GMAT Algebra : (Alg) Questions
In the xy-plane, line L has equation \(\mathrm{y = -3x + 7}\). Line k is the vertical line with equation \(\mathrm{x = -2}\). What is the point of intersection of lines L and k?
- \(\mathrm{(-2, -13)}\)
- \(\mathrm{(-2, 1)}\)
- \(\mathrm{(-2, 6)}\)
- \(\mathrm{(-2, 13)}\)
1. TRANSLATE the problem information
- Given information:
- Line L has equation \(\mathrm{y = -3x + 7}\)
- Line k is vertical with equation \(\mathrm{x = -2}\)

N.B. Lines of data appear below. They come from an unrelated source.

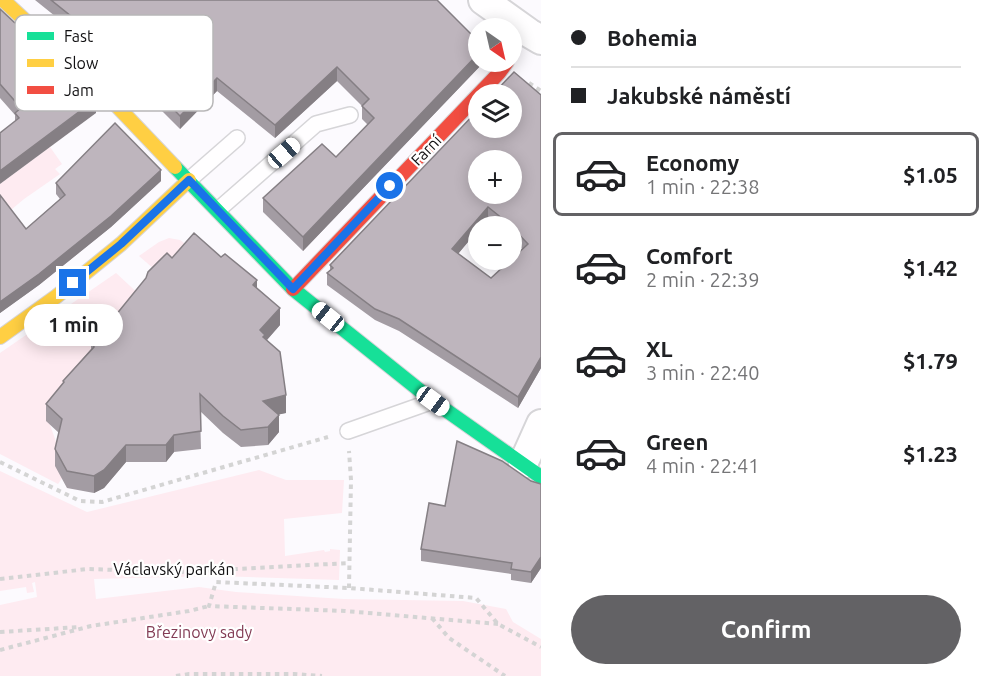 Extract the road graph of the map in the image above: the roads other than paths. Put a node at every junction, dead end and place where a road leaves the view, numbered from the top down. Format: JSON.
{"nodes":[{"id":1,"x":3,"y":0,"type":"edge"},
{"id":2,"x":483,"y":0,"type":"edge"},
{"id":3,"x":19,"y":15,"type":"edge"},
{"id":4,"x":537,"y":31,"type":"edge"},
{"id":5,"x":522,"y":46,"type":"edge"},
{"id":6,"x":500,"y":72,"type":"edge"},
{"id":7,"x":122,"y":111,"type":"edge"},
{"id":8,"x":350,"y":115,"type":"dead end"},
{"id":9,"x":237,"y":138,"type":"dead end"},
{"id":10,"x":189,"y":180,"type":"junction"},
{"id":11,"x":218,"y":210,"type":"junction"},
{"id":12,"x":293,"y":289,"type":"junction"},
{"id":13,"x":0,"y":337,"type":"edge"},
{"id":14,"x":433,"y":401,"type":"junction"},
{"id":15,"x":541,"y":424,"type":"edge"},
{"id":16,"x":348,"y":431,"type":"road end"},
{"id":17,"x":534,"y":472,"type":"edge"}],
"edges":[{"from":1,"to":3,"type":"street"},
{"from":2,"to":4,"type":"street"},
{"from":4,"to":5,"type":"street"},
{"from":6,"to":12,"type":"street","name":"Farní"},
{"from":7,"to":10,"type":"street"},
{"from":8,"to":11,"type":"lane"},
{"from":9,"to":10,"type":"lane"},
{"from":10,"to":11,"type":"street"},
{"from":10,"to":13,"type":"street"},
{"from":11,"to":12,"type":"street"},
{"from":12,"to":14,"type":"street"},
{"from":14,"to":16,"type":"lane"},
{"from":14,"to":17,"type":"street"},
{"from":15,"to":17,"type":"street"}]}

- What we need: The intersection point of these two lines
2. INFER the solution approach
- At an intersection point, both equations must be satisfied simultaneously
- Since line k tells us \(\mathrm{x = -2}\), we can substitute this x-value directly into line L's equation
- This will give us the y-coordinate of the intersection point
3. SIMPLIFY by substituting and calculating
- Substitute \(\mathrm{x = -2}\) into \(\mathrm{y = -3x + 7}\):
- \(\mathrm{y = -3(-2) + 7}\)
- \(\mathrm{y = 6 + 7}\)
- \(\mathrm{y = 13}\)
- The intersection point is \(\mathrm{(-2, 13)}\)
Answer: D
Why Students Usually Falter on This Problem
Most Common Error Path:
Weak SIMPLIFY execution: Sign error when computing \(\mathrm{-3(-2)}\)
Students often incorrectly calculate \(\mathrm{-3(-2) = -6}\) instead of +6. This leads to:
\(\mathrm{y = -6 + 7 = 1}\)
This may lead them to select Choice B (\(\mathrm{(-2, 1)}\))
Second Most Common Error:
Incomplete SIMPLIFY execution: Stopping the calculation too early
Some students correctly find \(\mathrm{-3(-2) = 6}\) but then forget to add the constant term, thinking the answer is just 6.
This may lead them to select Choice C (\(\mathrm{(-2, 6)}\))
The Bottom Line:
This problem tests careful arithmetic execution more than conceptual understanding. The setup is straightforward, but sign errors and incomplete calculations are the main pitfalls.